RECORDS TO USE:
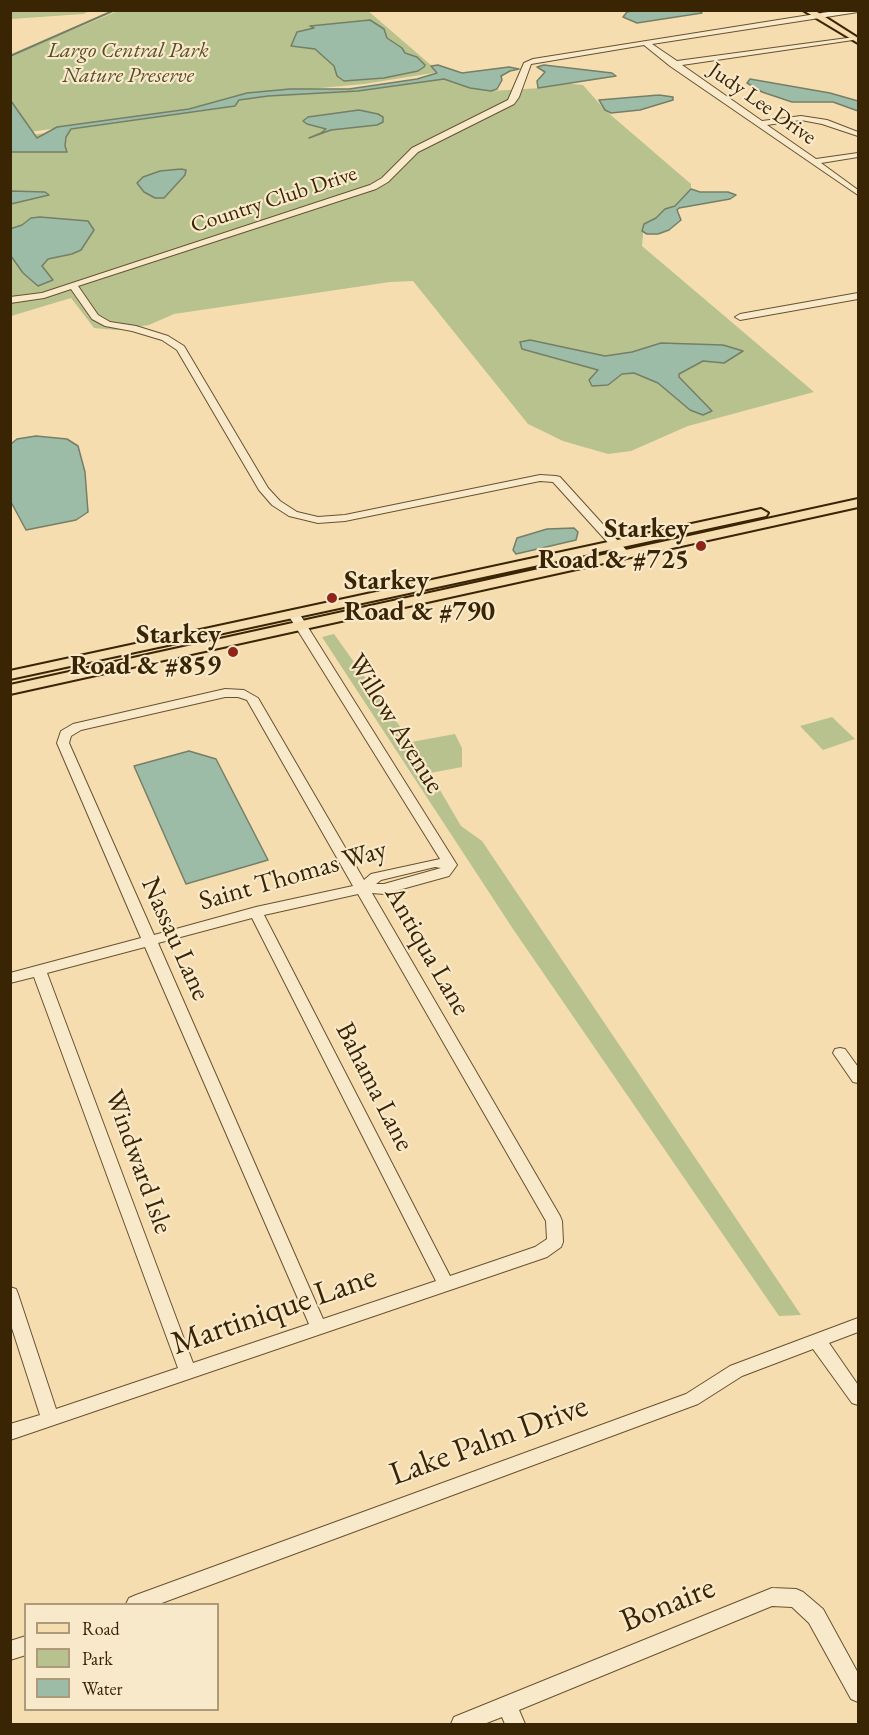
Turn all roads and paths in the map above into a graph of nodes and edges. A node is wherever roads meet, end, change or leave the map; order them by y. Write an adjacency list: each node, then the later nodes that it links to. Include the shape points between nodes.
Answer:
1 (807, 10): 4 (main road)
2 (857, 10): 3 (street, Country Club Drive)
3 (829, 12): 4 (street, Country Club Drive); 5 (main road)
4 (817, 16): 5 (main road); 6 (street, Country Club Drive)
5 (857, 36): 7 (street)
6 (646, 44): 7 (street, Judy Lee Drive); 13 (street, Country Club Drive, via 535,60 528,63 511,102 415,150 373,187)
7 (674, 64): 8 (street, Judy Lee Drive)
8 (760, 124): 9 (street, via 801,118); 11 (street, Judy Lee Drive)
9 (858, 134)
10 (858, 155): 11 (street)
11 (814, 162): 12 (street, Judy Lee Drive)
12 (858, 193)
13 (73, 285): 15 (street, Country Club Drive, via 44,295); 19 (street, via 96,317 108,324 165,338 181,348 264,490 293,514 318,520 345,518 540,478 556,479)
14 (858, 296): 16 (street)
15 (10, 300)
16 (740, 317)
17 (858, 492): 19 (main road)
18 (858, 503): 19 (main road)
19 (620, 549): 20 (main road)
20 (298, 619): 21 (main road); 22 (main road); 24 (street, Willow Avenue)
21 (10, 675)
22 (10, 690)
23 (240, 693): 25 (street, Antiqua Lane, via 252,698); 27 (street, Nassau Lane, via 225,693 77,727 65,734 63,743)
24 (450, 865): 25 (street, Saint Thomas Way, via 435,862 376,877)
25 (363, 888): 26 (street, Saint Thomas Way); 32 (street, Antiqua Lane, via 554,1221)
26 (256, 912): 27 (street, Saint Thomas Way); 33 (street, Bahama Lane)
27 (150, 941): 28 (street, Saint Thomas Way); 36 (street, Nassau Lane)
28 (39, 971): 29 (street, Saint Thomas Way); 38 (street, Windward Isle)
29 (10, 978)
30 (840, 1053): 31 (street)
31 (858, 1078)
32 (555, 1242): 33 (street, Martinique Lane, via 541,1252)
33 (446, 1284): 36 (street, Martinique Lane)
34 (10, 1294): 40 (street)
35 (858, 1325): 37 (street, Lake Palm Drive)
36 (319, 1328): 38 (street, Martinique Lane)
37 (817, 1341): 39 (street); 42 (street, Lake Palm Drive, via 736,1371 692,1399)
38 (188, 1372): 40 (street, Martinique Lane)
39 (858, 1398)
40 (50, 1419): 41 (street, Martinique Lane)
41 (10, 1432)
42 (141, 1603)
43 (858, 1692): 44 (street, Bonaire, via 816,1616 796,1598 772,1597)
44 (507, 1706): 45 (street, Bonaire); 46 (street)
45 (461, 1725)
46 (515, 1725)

WHAT YOU NEED TO DO:
Scan the entries above for lines with "Lake" in them, then report how many there are as a plain number.

EXERCISE OUTPUT:
2